Le taux élevé d’échecs dans le traitement est expliqué par différents facteurs :
– agressivité biologique du cancer : altérations génétiques, faible vascularisation, croissance rapide, réaction desmoplastique (réponse du stroma à la tumeur épithéliale invasive par une fibrose dense du tissu conjonctif autour du cancer qui gêne la diffusion des cytotoxiques) ;
– facteurs anatomiques : diagnostic tardif, chirurgie morbide, accessibilité difficile, proximité des vaisseaux, graisse, nerfs ;
– altération de l’état général du patient (dénutrition, diabète, sténose digestive ou biliaire).

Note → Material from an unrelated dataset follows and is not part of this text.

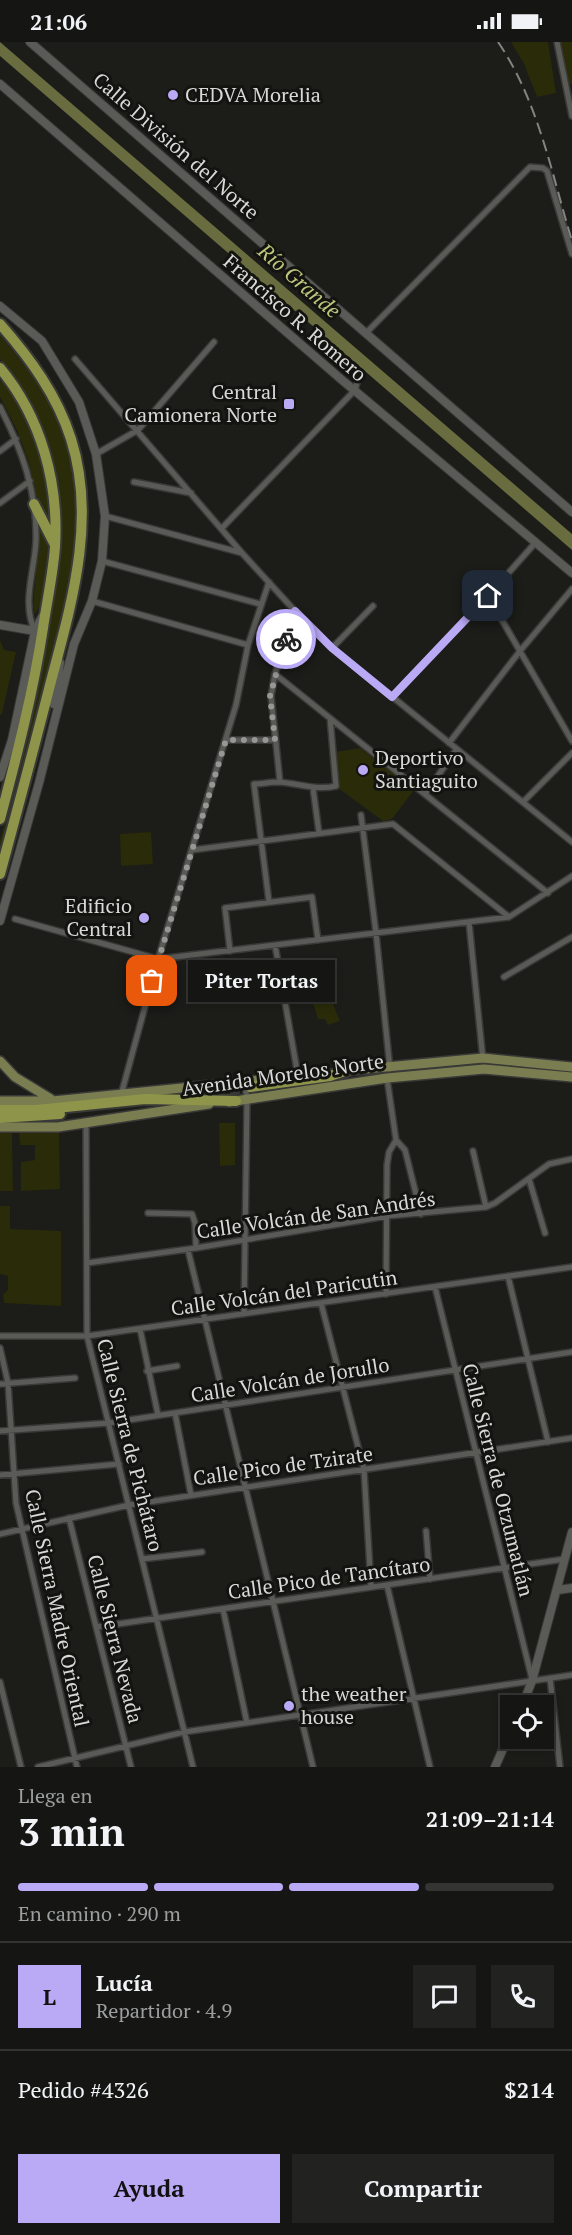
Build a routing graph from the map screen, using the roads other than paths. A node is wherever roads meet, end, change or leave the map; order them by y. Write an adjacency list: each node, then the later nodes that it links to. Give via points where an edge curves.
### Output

PRISE EN CHARGE COMPLÉMENTAIRE
Les symptômes invalidants associés au cancer du pancréas (douleurs, dénutrition, sténose digestive ou biliaire, dépression) bénéficient peu à peu d’une meilleure prise en charge :
– mise en place d'une prothèse métallique sans intervention chirurgicale pour traiter une sténose biliaire ou duodénale limitée. Ces prothèses permettent, plus de 8 fois sur 10, de maintenir une alimentation orale jusqu’au décès du patient ;
– prise d’extraits pancréatiques en cas de mauvaise digestion des graisses responsable de diarrhée ;
– évaluation de l’état nutritionnel et nutrition artificielle si nécessaire ; prise en charge d’un diabète (fréquent) ;
– dépistage et traitement d’un état anxio-dépressif ;
– prise en charge de la douleur et recours possible à des équipes spécialisées. Chimio- et radiothérapie peuvent contribuer à diminuer les douleurs et à améliorer la qualité de vie en contrôlant la tumeur.
– les éparines de bas poids moléculaire permettent de diminuer l’incidence de survenue d’évènements thrombo-emboliques, particulièrement fréquents dans cette affection.